Ismaila Madior Fall, ministre de la Justice, vient de lâcher une bombe. Interviewé par Jeune Afrique, le Garde des Sceaux a rejeté l’argumentaire selon lequel il y a un ciblage dans la traque des biens supposés mal acquis. A l’en croire, il y a des responsables de la mouvance présidentielle qui, également, subissent les affres de la justice. « Des membres du parti au pouvoir ont aussi été condamnés, et d’autres épinglés par la Cour des comptes – ils remboursent aujourd’hui les sommes en cause. Personne ne parle d’eux car ils ne sont pas candidats à la présidentielle », a expliqué le ministre de la Justice qui a refusé de dévoiler leur nom parce qu’il juge inutile de les « vilipender ».

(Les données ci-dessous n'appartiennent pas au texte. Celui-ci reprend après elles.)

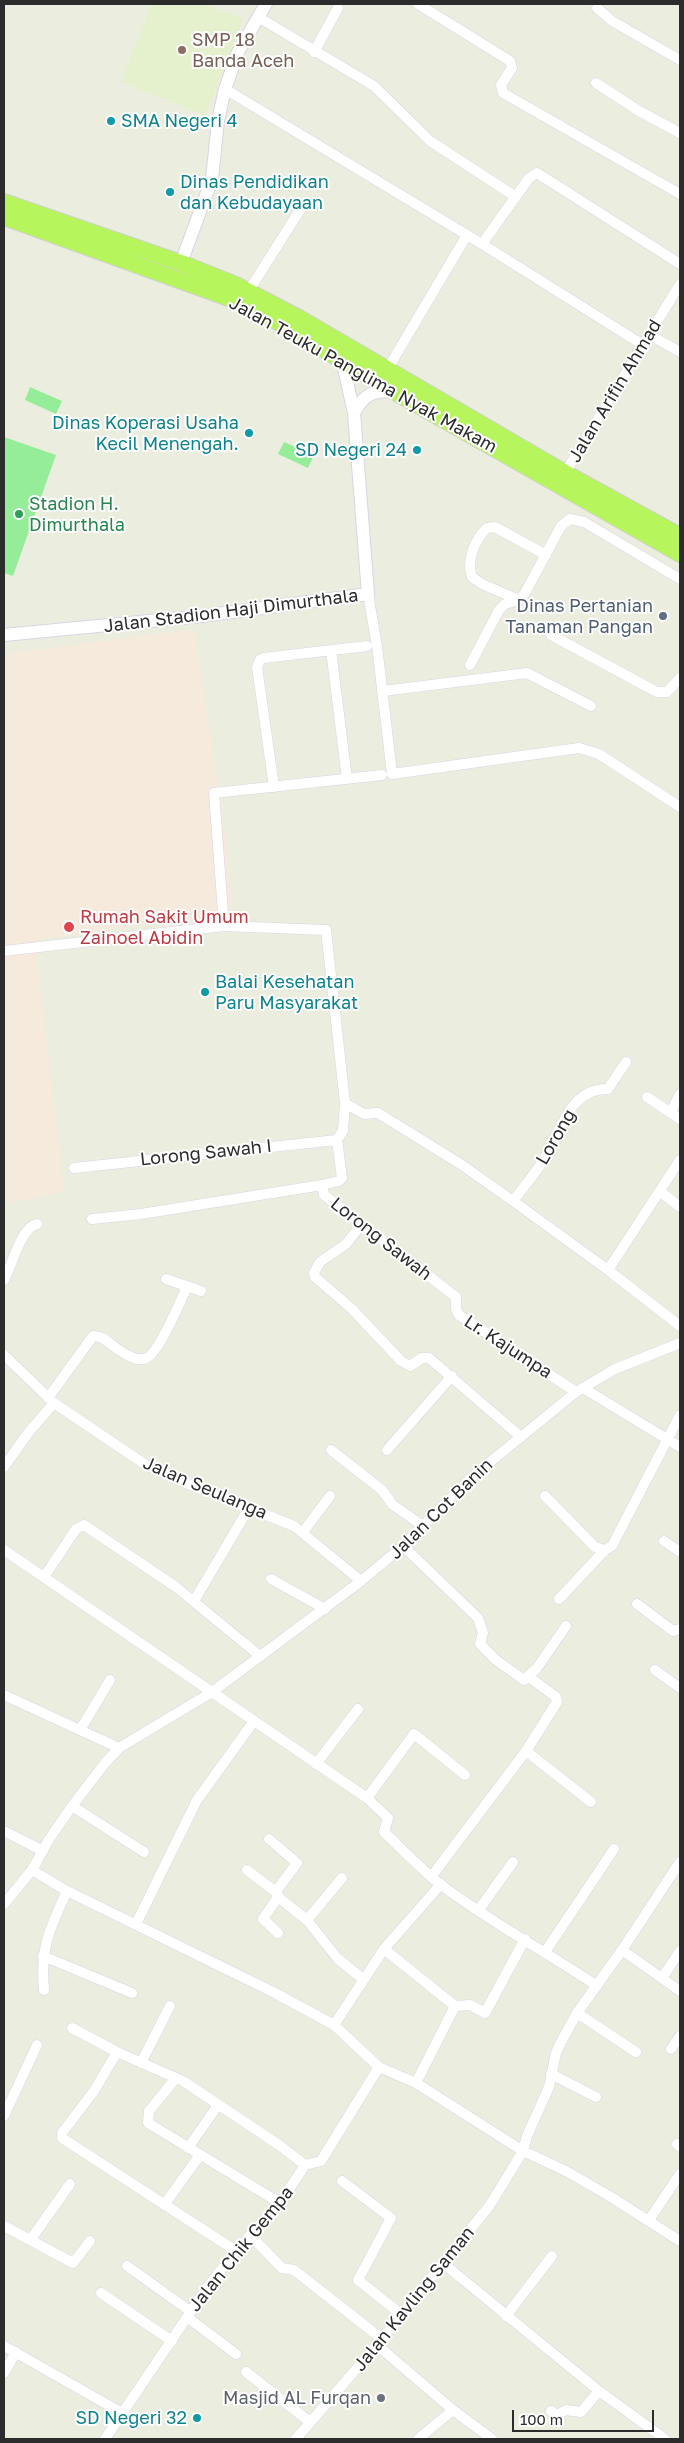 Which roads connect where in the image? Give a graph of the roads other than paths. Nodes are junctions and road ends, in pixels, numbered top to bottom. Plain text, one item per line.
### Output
1 (266, 4) edge
2 (418, 4) edge
3 (338, 8) dead end
4 (597, 8) dead end
5 (258, 17) junction
6 (314, 52) junction
7 (679, 55) edge
8 (596, 83) dead end
9 (225, 89) junction
10 (680, 133) edge
11 (680, 194) edge
12 (516, 197) junction
13 (4, 202) edge
14 (305, 202) dead end
15 (4, 218) edge
16 (467, 236) junction
17 (482, 244) junction
18 (181, 263) junction
19 (680, 264) edge
20 (680, 284) edge
21 (248, 292) junction
22 (650, 335) junction
23 (643, 345) junction
24 (680, 352) edge
25 (342, 360) junction
26 (387, 370) junction
27 (393, 391) junction
28 (354, 413) junction
29 (565, 473) junction
30 (680, 536) edge
31 (680, 554) edge
32 (546, 555) junction
33 (680, 579) edge
34 (368, 594) junction
35 (519, 600) junction
36 (4, 635) edge
37 (551, 635) dead end
38 (367, 646) dead end
39 (331, 650) junction
40 (470, 665) dead end
41 (680, 678) edge
42 (383, 691) junction
43 (591, 706) dead end
44 (382, 775) dead end
45 (347, 779) junction
46 (274, 787) junction
47 (680, 807) edge
48 (224, 926) junction
49 (4, 951) edge
50 (626, 1062) dead end
51 (680, 1094) edge
52 (647, 1097) dead end
53 (345, 1103) junction
54 (671, 1112) junction
55 (680, 1118) edge
56 (337, 1140) junction
57 (680, 1160) edge
58 (74, 1168) dead end
59 (322, 1185) junction
60 (661, 1192) junction
61 (513, 1201) junction
62 (680, 1207) edge
63 (92, 1219) dead end
64 (37, 1224) dead end
65 (362, 1224) junction
66 (608, 1270) junction
67 (166, 1279) dead end
68 (4, 1280) edge
69 (187, 1287) junction
70 (202, 1291) dead end
71 (453, 1294) joint
72 (680, 1326) edge
73 (680, 1344) edge
74 (4, 1355) edge
75 (452, 1376) junction
76 (580, 1390) junction
77 (51, 1400) junction
78 (680, 1416) edge
79 (521, 1437) junction
80 (668, 1439) junction
81 (680, 1447) edge
82 (331, 1450) dead end
83 (387, 1450) dead end
84 (4, 1467) edge
85 (330, 1496) dead end
86 (545, 1496) dead end
87 (249, 1508) junction
88 (423, 1526) junction
89 (303, 1532) junction
90 (664, 1541) dead end
91 (403, 1546) junction
92 (4, 1550) edge
93 (605, 1550) junction
94 (680, 1552) edge
95 (44, 1577) junction
96 (271, 1578) dead end
97 (361, 1581) junction
98 (559, 1600) dead end
99 (194, 1601) junction
100 (637, 1604) dead end
101 (325, 1609) junction
102 (566, 1626) dead end
103 (680, 1629) edge
104 (260, 1656) junction
105 (655, 1670) dead end
106 (529, 1677) junction
107 (110, 1680) dead end
108 (680, 1688) edge
109 (212, 1692) junction
110 (4, 1695) edge
111 (358, 1710) dead end
112 (254, 1721) junction
113 (80, 1730) junction
114 (119, 1748) junction
115 (526, 1751) junction
116 (316, 1764) junction
117 (465, 1775) dead end
118 (367, 1798) junction
119 (591, 1802) dead end
120 (72, 1806) junction
121 (4, 1831) edge
122 (269, 1839) dead end
123 (614, 1849) dead end
124 (43, 1851) junction
125 (144, 1852) dead end
126 (513, 1862) dead end
127 (679, 1866) edge
128 (32, 1870) junction
129 (247, 1870) dead end
130 (431, 1877) junction
131 (342, 1878) dead end
132 (441, 1884) junction
133 (67, 1891) junction
134 (277, 1895) junction
135 (4, 1904) edge
136 (478, 1911) junction
137 (307, 1920) junction
138 (136, 1924) junction
139 (278, 1933) dead end
140 (526, 1939) junction
141 (384, 1949) junction
142 (622, 1950) junction
143 (680, 1951) edge
144 (545, 1952) junction
145 (42, 1956) junction
146 (662, 1978) junction
147 (363, 1980) junction
148 (597, 1986) junction
149 (44, 1990) dead end
150 (680, 1991) edge
151 (132, 1993) dead end
152 (170, 2006) dead end
153 (455, 2006) junction
154 (577, 2013) junction
155 (334, 2025) junction
156 (72, 2028) dead end
157 (680, 2036) edge
158 (37, 2045) dead end
159 (671, 2049) dead end
160 (117, 2052) junction
161 (636, 2052) dead end
162 (142, 2062) junction
163 (379, 2067) junction
164 (552, 2074) junction
165 (176, 2078) junction
166 (416, 2083) junction
167 (596, 2098) dead end
168 (218, 2105) junction
169 (4, 2116) edge
170 (188, 2148) junction
171 (523, 2152) junction
172 (200, 2155) junction
173 (305, 2165) junction
174 (680, 2174) edge
175 (342, 2180) dead end
176 (70, 2184) dead end
177 (280, 2203) junction
178 (164, 2205) junction
179 (649, 2220) junction
180 (4, 2226) edge
181 (251, 2236) junction
182 (31, 2239) junction
183 (90, 2241) dead end
184 (680, 2241) edge
185 (236, 2251) junction
186 (552, 2256) dead end
187 (444, 2264) junction
188 (127, 2266) dead end
189 (101, 2293) dead end
190 (189, 2314) junction
191 (402, 2315) junction
192 (506, 2316) junction
193 (172, 2340) junction
194 (380, 2342) junction
195 (4, 2346) edge
196 (16, 2352) junction
197 (236, 2354) dead end
198 (246, 2372) dead end
199 (4, 2373) edge
200 (599, 2391) junction
201 (453, 2410) junction
202 (551, 2411) dead end
203 (124, 2414) junction
204 (310, 2422) junction
205 (105, 2439) edge
206 (296, 2439) edge
207 (418, 2439) edge
208 (492, 2439) edge
209 (665, 2439) edge

1 - 5 street
2 - 11 street
3 - 6 street
4 - 7 street
5 - 6 street
5 - 9 street
6 - 12 street
8 - 10 street
9 - 16 street
9 - 18 street
12 - 17 street
12 - 19 street
13 - 18 main road, Jalan Teuku Panglima Nyak Makam
14 - 21 street
15 - 25 main road, Jalan Teuku Panglima Nyak Makam
16 - 17 street
16 - 26 street
17 - 23 street
18 - 21 main road, Jalan Teuku Panglima Nyak Makam
20 - 22 street, Jalan Arifin Ahmad
21 - 26 main road, Jalan Teuku Panglima Nyak Makam
22 - 23 street, Jalan Arifin Ahmad
22 - 24 street
23 - 29 street, Jalan Arifin Ahmad
25 - 27 main road, Jalan Teuku Panglima Nyak Makam
25 - 28 street, Jalan Stadion Haji Dimurthala
26 - 29 main road, Jalan Teuku Panglima Nyak Makam
27 - 28 street
27 - 31 main road, Jalan Teuku Panglima Nyak Makam
28 - 34 street, Jalan Stadion Haji Dimurthala
29 - 30 main road, Jalan Teuku Panglima Nyak Makam
32 - 33 street
32 - 35 street
32 - 35 street
34 - 36 street, Jalan Stadion Haji Dimurthala
34 - 42 street
35 - 40 street
37 - 41 street
38 - 39 street
39 - 45 street
39 - 46 street
42 - 43 street
42 - 47 street
44 - 45 street
45 - 46 street
46 - 48 street
48 - 49 street
48 - 53 street, Lorong Sawah
50 - 61 street, Lorong
51 - 54 street
52 - 54 street
53 - 56 street, Lorong Sawah
53 - 61 street
54 - 55 street
56 - 58 street, Lorong Sawah I
56 - 59 street, Lorong Sawah
57 - 60 street
59 - 63 street
59 - 65 street, Lorong Sawah
60 - 62 street
60 - 66 street
61 - 66 street
64 - 68 street
65 - 71 street, Lorong Sawah
65 - 75 street
66 - 72 street
67 - 69 street
69 - 70 street
69 - 77 street
71 - 76 street, Lr. Kajumpa
73 - 76 street, Jalan Cot Banin
74 - 77 street, Jalan Seulanga
75 - 79 street
75 - 83 street
76 - 79 street, Jalan Cot Banin
76 - 80 street, Lr. Kajumpa
77 - 84 street
77 - 87 street, Jalan Seulanga
78 - 80 street
79 - 88 street, Jalan Cot Banin
80 - 81 street, Lr. Kajumpa
80 - 93 street
82 - 88 street
85 - 89 street
86 - 93 street
87 - 89 street, Jalan Seulanga
87 - 99 street
88 - 91 street, Jalan Cot Banin
89 - 97 street, Jalan Seulanga
90 - 94 street
91 - 97 street, Jalan Cot Banin
91 - 106 street
92 - 95 street
93 - 98 street
95 - 99 street
95 - 109 street
96 - 101 street
97 - 101 street, Jalan Cot Banin
99 - 104 street
100 - 103 street
101 - 104 street, Jalan Cot Banin
102 - 106 street
104 - 109 street, Jalan Cot Banin
105 - 108 street
106 - 115 street
107 - 113 street
109 - 112 street
109 - 114 street, Jalan Cot Banin
110 - 113 street
111 - 116 street
112 - 116 street
112 - 138 street
113 - 114 street
114 - 120 street, Jalan Cot Banin
115 - 119 street
115 - 130 street
116 - 118 street
117 - 118 street
118 - 130 street
120 - 124 street, Jalan Cot Banin
120 - 125 street
121 - 124 street
122 - 134 street
123 - 144 street
124 - 128 street, Jalan Cot Banin
126 - 136 street
127 - 142 street, Jalan Kavling Saman
128 - 133 street
128 - 135 street, Jalan Cot Banin
129 - 134 street
130 - 132 street
131 - 137 street
132 - 136 street
132 - 141 street
133 - 138 street
133 - 145 street
134 - 137 street
134 - 139 street
136 - 140 street
137 - 147 street
138 - 155 street
140 - 144 street
140 - 153 street
141 - 147 street
141 - 153 street
142 - 146 street
142 - 148 street, Jalan Kavling Saman
143 - 146 street
144 - 148 street
145 - 149 street
145 - 151 street
146 - 150 street
147 - 155 street
148 - 154 street, Jalan Kavling Saman
152 - 162 street
153 - 166 street
154 - 161 street
154 - 164 street, Jalan Kavling Saman
155 - 163 street
156 - 160 street
157 - 159 street
158 - 169 street
160 - 162 street
160 - 178 street
162 - 165 street
163 - 166 street
163 - 173 street, Jalan Chik Gempa
164 - 167 street
164 - 171 street, Jalan Kavling Saman
165 - 168 street
165 - 170 street
166 - 171 street
168 - 170 street
168 - 173 street
170 - 172 street
171 - 179 street
171 - 187 street, Jalan Kavling Saman
172 - 177 street
172 - 178 street
173 - 177 street, Jalan Chik Gempa
174 - 179 street
175 - 191 street
176 - 182 street
177 - 181 street, Jalan Chik Gempa
178 - 185 street
179 - 184 street
180 - 182 street
181 - 185 street, Jalan Chik Gempa
181 - 194 street
182 - 183 street
185 - 190 street, Jalan Chik Gempa
186 - 192 street
187 - 191 street, Jalan Kavling Saman
187 - 192 street
188 - 190 street
189 - 193 street
190 - 193 street, Jalan Chik Gempa
190 - 197 street
191 - 194 street, Jalan Kavling Saman
192 - 200 street
193 - 203 street, Jalan Chik Gempa
194 - 201 street
194 - 204 street, Jalan Kavling Saman
195 - 196 street
196 - 199 street
196 - 203 street
198 - 204 street
200 - 202 street
200 - 209 street
201 - 207 street
201 - 208 street
203 - 205 street, Jalan Chik Gempa
204 - 206 street, Jalan Kavling Saman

Poursuivant, le ministre a laissé entendre que les critiques dirigées contre la justice sont subjectives. « Au Sénégal, on ne critique la justice que lorsqu’elle vise des candidats à la présidentielle. Il n’y a pas eu beaucoup d’affaires concernant des opposants, mais c’est de celles-là dont on parle le plus. Il y a malheureusement beaucoup de cas de détentions abusives dans les prisons sénégalaises. Certains détenus attendent parfois quatre ou cinq ans avant d’être jugés. Or, personne ne parle d’eux », a constaté le Garde des Sceaux.
S’agissant du procès de l’ancien maire de la ville de Dakar, Khalifa Sall, condamné à 5 ans de prison ferme, pour détournement de deniers publics, le ministre de la Justice estime qu’il n’y a pas eu de précipitation. Selon lui, le procès s’est déroulé dans les délais impartis par la loi. « L’affaire Khalifa Sall a duré presque deux ans, les autorités judiciaires l’ont donc jugée dans un délai raisonnable. À chaque fois qu’il a été question d’un délibéré, les juges ont pris un mois, alors que dans certains dossiers ce délai n’excède pas une semaine, voire deux jours. Dire que le processus judiciaire aurait été volontairement accéléré ne tient pas la route », précise-t-il.